In fiscal 2016, the Border Patrol apprehended 117,200 immigrants from Central America, almost one-third of all apprehensions border-wide -- and 5,000 more than during the so-called surge of 2014. The agency also apprehended 5,000 Haitians, up from just 700 last year. The number of immigrants claiming to be from Africa and Asia also is up.

"There are always going to be push and pull factors that influence an individual’s decision to make that trek," said Tucson Border Patrol Sector Chief Paul Beeson.

The poverty and violence plaguing many of these countries helps push immigrants north, Beeson said. Pull factors include available and good-paying jobs in the U.S. and immigration policy that provides work permits and freedom for immigrants while the courts adjudicate their ‘asylum’ claim.

“When you stop somebody, you ask their name and the first thing they tell you is – ‘I’m here for asylum, I can’t go home because they’ll kill me.’ … When it takes a good five or six minutes just to get their name out of them, they have a rehearsed story,” said Cabrera. “Once they get those papers saying they can pass through our checkpoint, we’ll never see them again.”

Del Cueto said the agents are “not getting any backing” from D.C. and “we need to start enforcing every single immigration law we have on the books.”

Del Cueto and Cabrera belong to the National Border Patrol Council, which represents the Border Patrol’s 18,000 field agents who are prohibited from talking openly to the media.

While Central American immigrants have posed the biggest resource challenge for Texas, they say a surge of Haitians are pouring into ports of entry in California and Arizona.

Last year, the U.S. saw a 500 percent increase of Haitians admitted to the U.S., double that in San Diego where right now 2,000 are waiting outside the port in San Ysidro. According to Homeland Security sources, another 2,000 are in Mexicali and several hundred are in San Luis, just south of Yuma where Del Cueto says immigrants are sleeping in a church parking lot. Further east in Nogales, Mexico, 150 are waiting to cross into the U.S. They are camped next to the border fence, waiting for Customs and Border Protection officers to process them as refugees.

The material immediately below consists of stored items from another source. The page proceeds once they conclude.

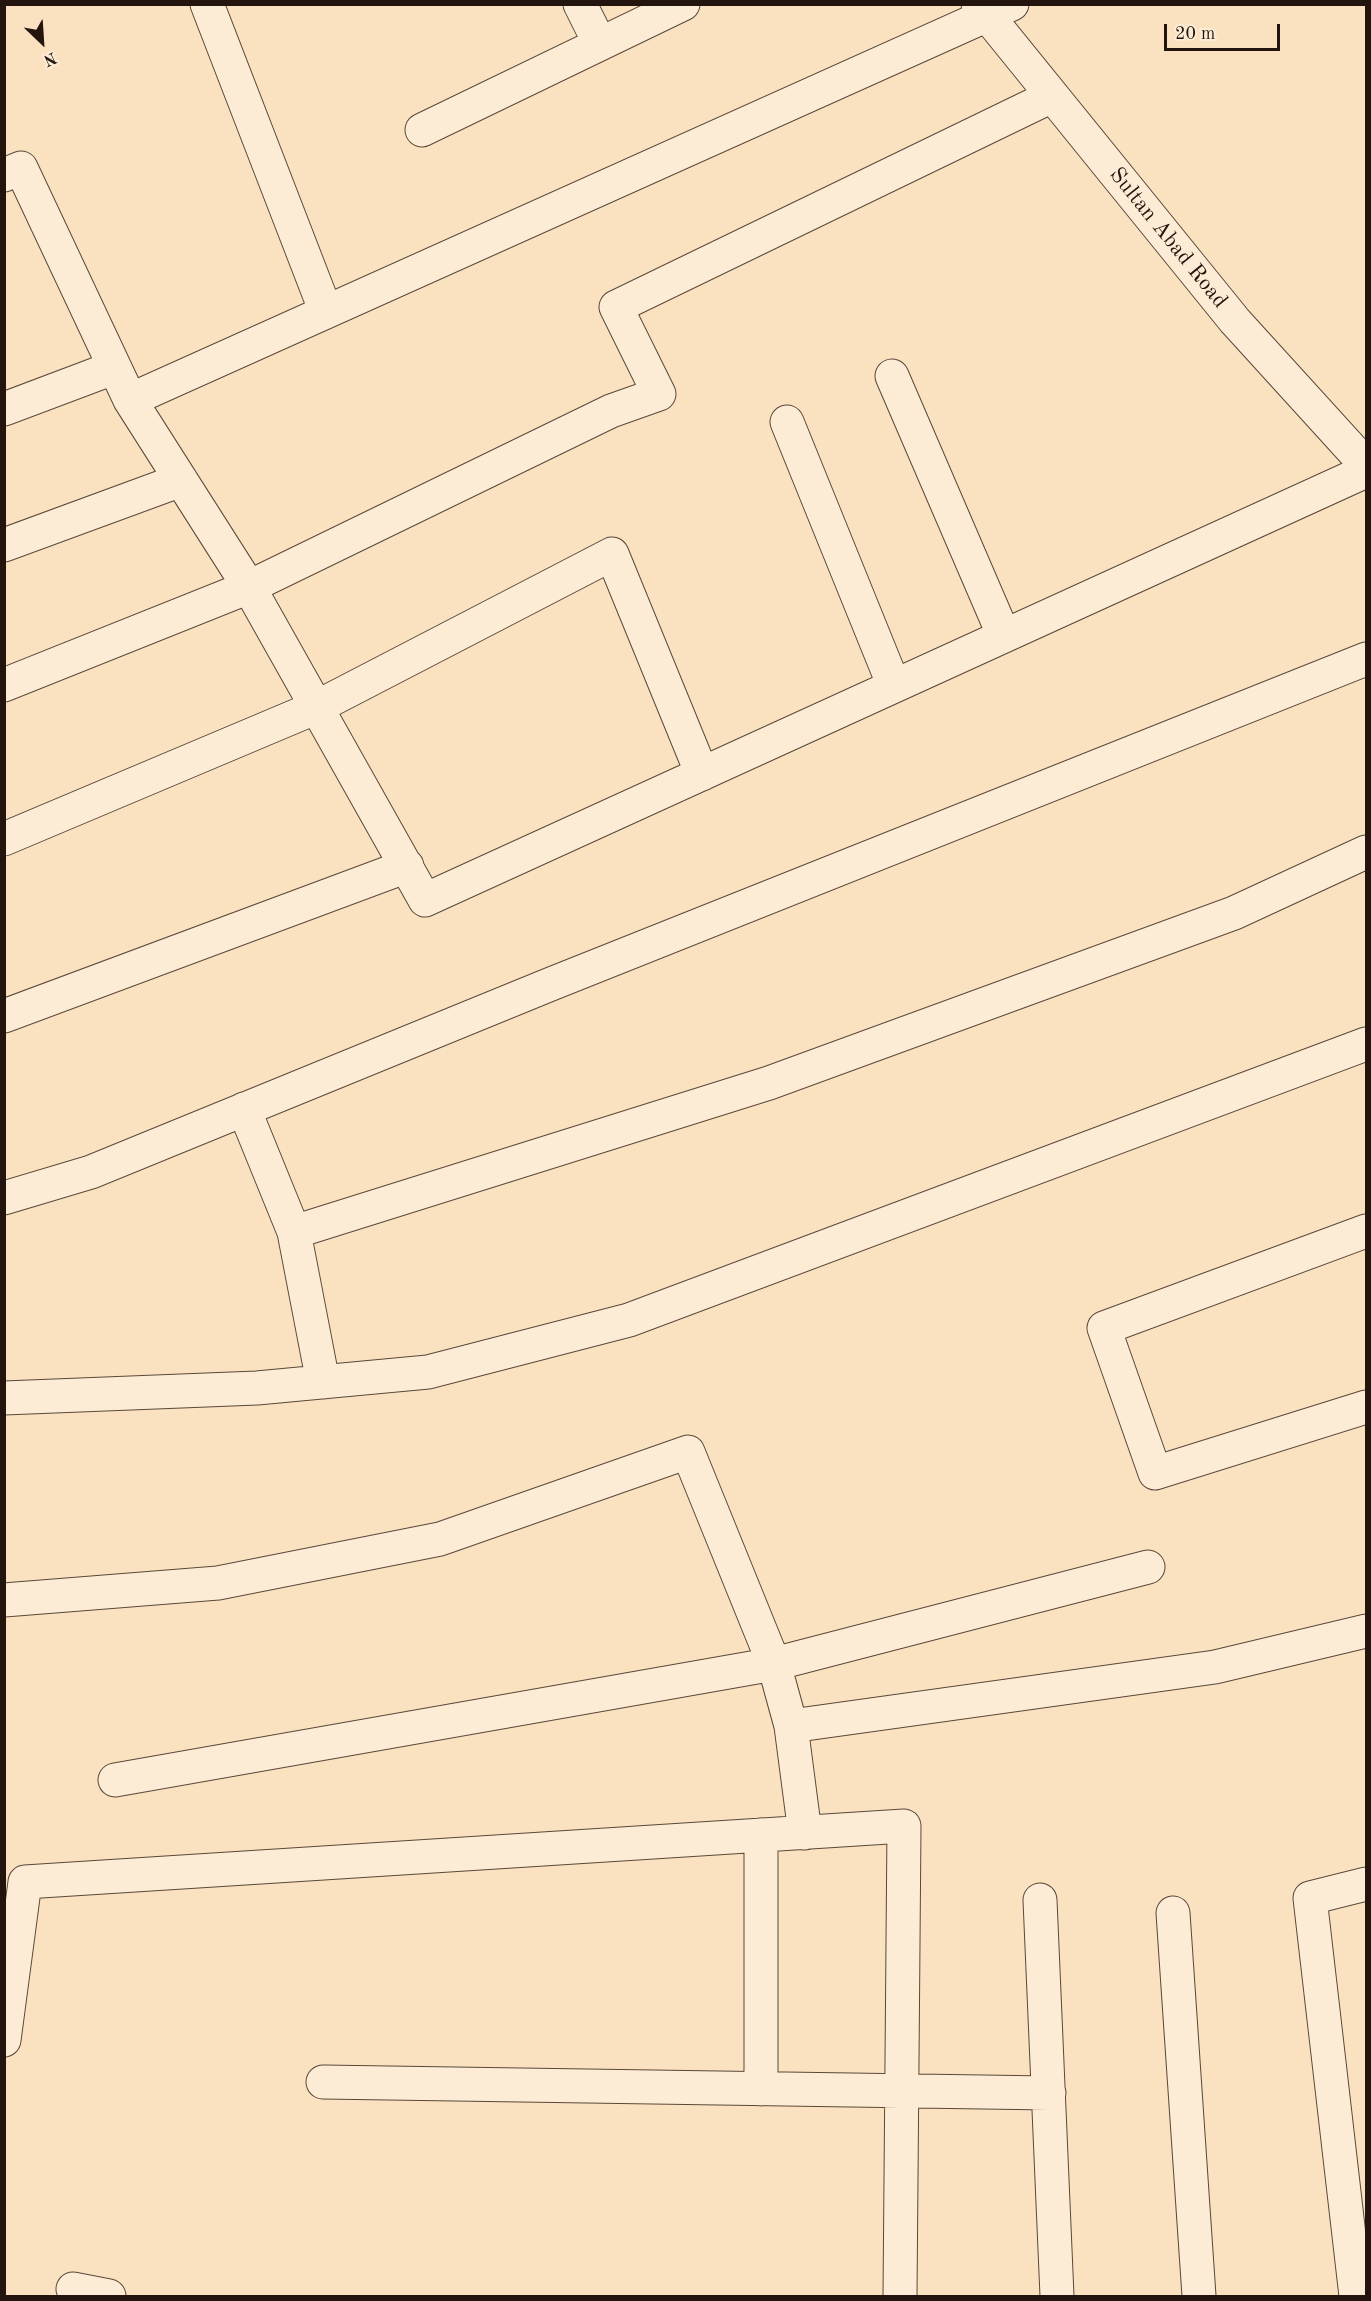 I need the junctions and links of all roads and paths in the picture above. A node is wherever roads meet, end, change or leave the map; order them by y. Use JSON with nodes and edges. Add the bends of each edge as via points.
{"nodes":[{"id":1,"x":207,"y":4,"type":"edge"},
{"id":2,"x":580,"y":4,"type":"edge"},
{"id":3,"x":683,"y":4,"type":"edge"},
{"id":4,"x":993,"y":8,"type":"edge"},
{"id":5,"x":600,"y":44,"type":"junction"},
{"id":6,"x":1053,"y":96,"type":"junction"},
{"id":7,"x":422,"y":130,"type":"dead end"},
{"id":8,"x":4,"y":175,"type":"edge"},
{"id":9,"x":326,"y":312,"type":"junction"},
{"id":10,"x":113,"y":368,"type":"junction"},
{"id":11,"x":892,"y":376,"type":"dead end"},
{"id":12,"x":130,"y":400,"type":"junction"},
{"id":13,"x":4,"y":409,"type":"edge"},
{"id":14,"x":787,"y":422,"type":"dead end"},
{"id":15,"x":1366,"y":465,"type":"edge"},
{"id":16,"x":1366,"y":471,"type":"edge"},
{"id":17,"x":181,"y":480,"type":"junction"},
{"id":18,"x":4,"y":545,"type":"edge"},
{"id":19,"x":249,"y":587,"type":"junction"},
{"id":20,"x":1004,"y":636,"type":"junction"},
{"id":21,"x":1366,"y":659,"type":"edge"},
{"id":22,"x":4,"y":685,"type":"edge"},
{"id":23,"x":894,"y":686,"type":"junction"},
{"id":24,"x":317,"y":707,"type":"junction"},
{"id":25,"x":702,"y":774,"type":"junction"},
{"id":26,"x":4,"y":839,"type":"edge"},
{"id":27,"x":1366,"y":852,"type":"edge"},
{"id":28,"x":407,"y":866,"type":"junction"},
{"id":29,"x":4,"y":1016,"type":"edge"},
{"id":30,"x":1366,"y":1044,"type":"edge"},
{"id":31,"x":244,"y":1109,"type":"junction"},
{"id":32,"x":4,"y":1198,"type":"edge"},
{"id":33,"x":1366,"y":1231,"type":"edge"},
{"id":34,"x":294,"y":1232,"type":"junction"},
{"id":35,"x":324,"y":1382,"type":"junction"},
{"id":36,"x":4,"y":1398,"type":"edge"},
{"id":37,"x":1366,"y":1407,"type":"edge"},
{"id":38,"x":1148,"y":1567,"type":"dead end"},
{"id":39,"x":4,"y":1600,"type":"edge"},
{"id":40,"x":1366,"y":1632,"type":"edge"},
{"id":41,"x":774,"y":1664,"type":"junction"},
{"id":42,"x":791,"y":1726,"type":"junction"},
{"id":43,"x":115,"y":1780,"type":"dead end"},
{"id":44,"x":805,"y":1833,"type":"junction"},
{"id":45,"x":761,"y":1835,"type":"junction"},
{"id":46,"x":1366,"y":1884,"type":"edge"},
{"id":47,"x":1040,"y":1900,"type":"dead end"},
{"id":48,"x":1173,"y":1913,"type":"dead end"},
{"id":49,"x":4,"y":2040,"type":"edge"},
{"id":50,"x":323,"y":2082,"type":"dead end"},
{"id":51,"x":761,"y":2089,"type":"junction"},
{"id":52,"x":902,"y":2091,"type":"junction"},
{"id":53,"x":1049,"y":2093,"type":"junction"},
{"id":54,"x":73,"y":2289,"type":"dead end"},
{"id":55,"x":110,"y":2296,"type":"edge"},
{"id":56,"x":900,"y":2296,"type":"edge"},
{"id":57,"x":1057,"y":2296,"type":"edge"},
{"id":58,"x":1199,"y":2296,"type":"edge"},
{"id":59,"x":1356,"y":2296,"type":"edge"}],
"edges":[{"from":1,"to":9,"type":"street"},
{"from":2,"to":5,"type":"street"},
{"from":3,"to":5,"type":"street"},
{"from":4,"to":6,"type":"street","name":"Sultan Abad Road"},
{"from":4,"to":9,"type":"street"},
{"from":5,"to":7,"type":"street"},
{"from":6,"to":15,"type":"street","name":"Sultan Abad Road","via":[[1235,321]]},
{"from":6,"to":19,"type":"street","via":[[616,307],[659,394],[611,411]]},
{"from":8,"to":10,"type":"street","via":[[21,168]]},
{"from":9,"to":12,"type":"street"},
{"from":10,"to":12,"type":"street"},
{"from":10,"to":13,"type":"street"},
{"from":11,"to":20,"type":"street"},
{"from":12,"to":17,"type":"street"},
{"from":14,"to":23,"type":"street"},
{"from":16,"to":20,"type":"street"},
{"from":17,"to":18,"type":"street"},
{"from":17,"to":19,"type":"street"},
{"from":19,"to":22,"type":"street"},
{"from":19,"to":24,"type":"street"},
{"from":20,"to":23,"type":"street"},
{"from":21,"to":31,"type":"street"},
{"from":23,"to":25,"type":"street"},
{"from":24,"to":25,"type":"street","via":[[612,554]]},
{"from":24,"to":26,"type":"street"},
{"from":24,"to":28,"type":"street"},
{"from":25,"to":28,"type":"street","via":[[425,900]]},
{"from":27,"to":34,"type":"street","via":[[1234,913],[769,1083]]},
{"from":28,"to":29,"type":"street"},
{"from":30,"to":35,"type":"street","via":[[629,1320],[428,1372]]},
{"from":31,"to":32,"type":"street","via":[[91,1172]]},
{"from":31,"to":34,"type":"street"},
{"from":33,"to":37,"type":"street","via":[[1104,1328],[1155,1473]]},
{"from":34,"to":35,"type":"street"},
{"from":35,"to":36,"type":"street"},
{"from":38,"to":41,"type":"street"},
{"from":39,"to":41,"type":"street","via":[[218,1583],[440,1539],[688,1452]]},
{"from":40,"to":42,"type":"street","via":[[1215,1666]]},
{"from":41,"to":42,"type":"street"},
{"from":41,"to":43,"type":"street"},
{"from":42,"to":44,"type":"street"},
{"from":44,"to":45,"type":"street"},
{"from":44,"to":52,"type":"street","via":[[904,1826]]},
{"from":45,"to":49,"type":"street","via":[[25,1882]]},
{"from":45,"to":51,"type":"street"},
{"from":46,"to":59,"type":"street","via":[[1310,1898]]},
{"from":47,"to":53,"type":"street"},
{"from":48,"to":58,"type":"street"},
{"from":50,"to":51,"type":"street"},
{"from":51,"to":52,"type":"street"},
{"from":52,"to":53,"type":"street"},
{"from":52,"to":56,"type":"street"},
{"from":53,"to":57,"type":"street"},
{"from":54,"to":55,"type":"street"}]} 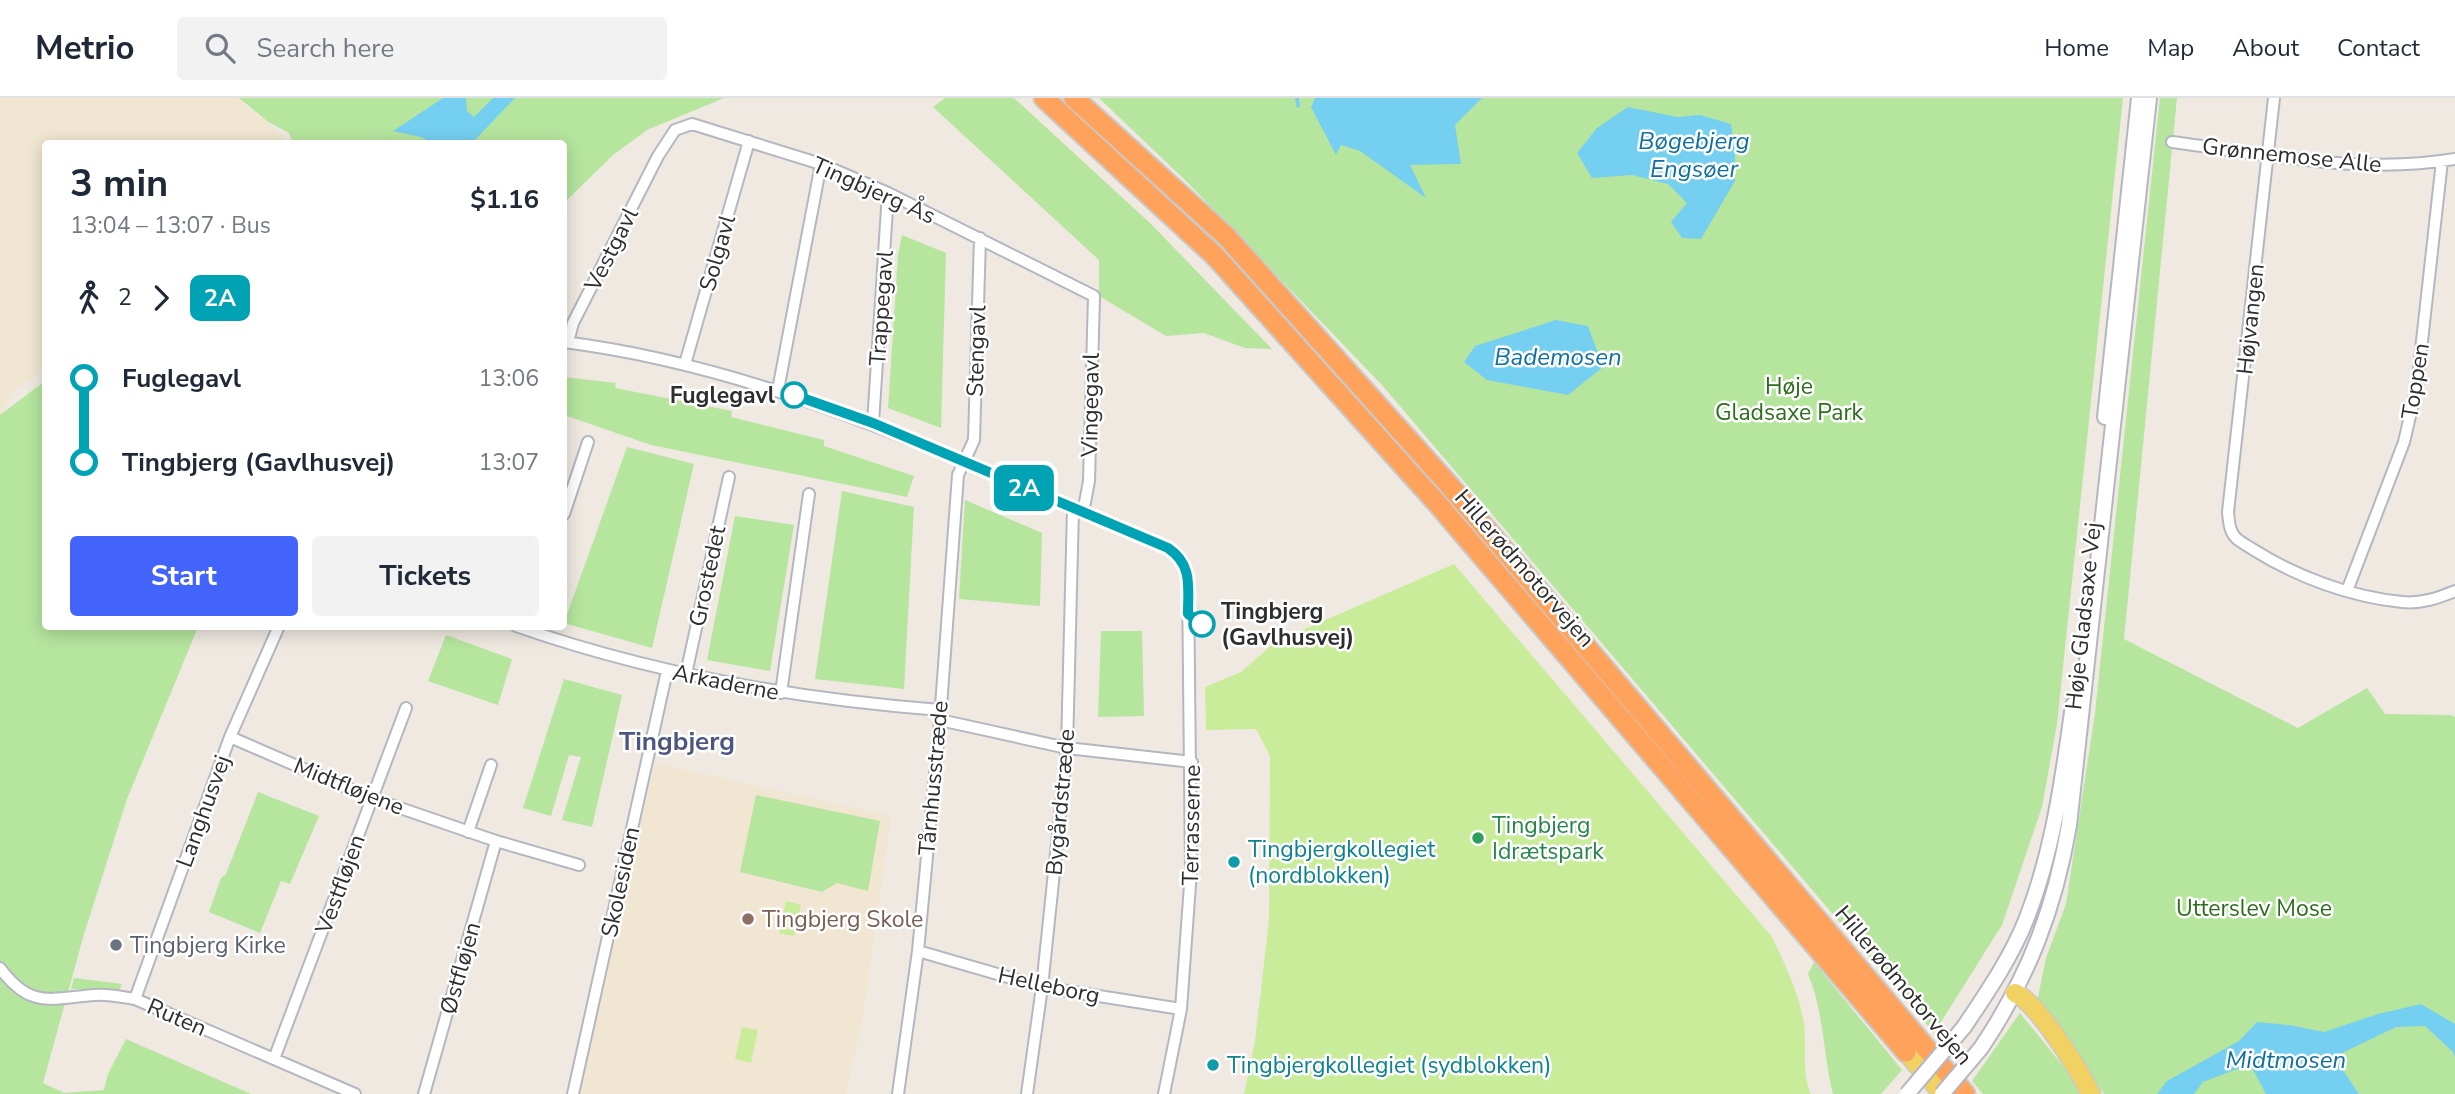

Some had jewelry and one woman had an iPad. The men surrounded the women, who huddled around a pile of boxes containing water and food.

“We’ve been in Nogales 20 days,” said one middle-aged man in a striped shirt in broken English. “We need help crossing the border.”

He said each immigrant paid a $4,000 to $6,000 smuggling fee. Once here, he said the Mexican government had given each a number based on their arrival.

“We are seeing an uptick in the number of Haitians that are looking for an immigration benefit,” said Beeson, who admits the surge is taking agents off the front lines.

Following the earthquake several years ago, Haitians were allowed to immigrate and stay in the U.S. under a program known as ’Temporary Protected Status.’ Earlier this year, the U.S. ended that protection, leaving some Haitians in the pipeline traveling through Mexico, where according to officials there, roughly 8,000 are on their way to the border.

While Trump and Clinton have very different visions of immigration reform and border security, Stratfor’s Scott Stewart doesn’t see the border threat changing until conditions do south of the border.

“There’s really no easy answer to it because there are just deeper issues,” said Stewart, from the defense and security think tank. “You have pervasive corruption where you see all levels of government are involved in, you know, drug dealing and other criminal activity. … So these things all tie together and make it a very difficult place for people to live and survive and because of that it’s very understandable why people would want to migrate from those conditions up to the United States.”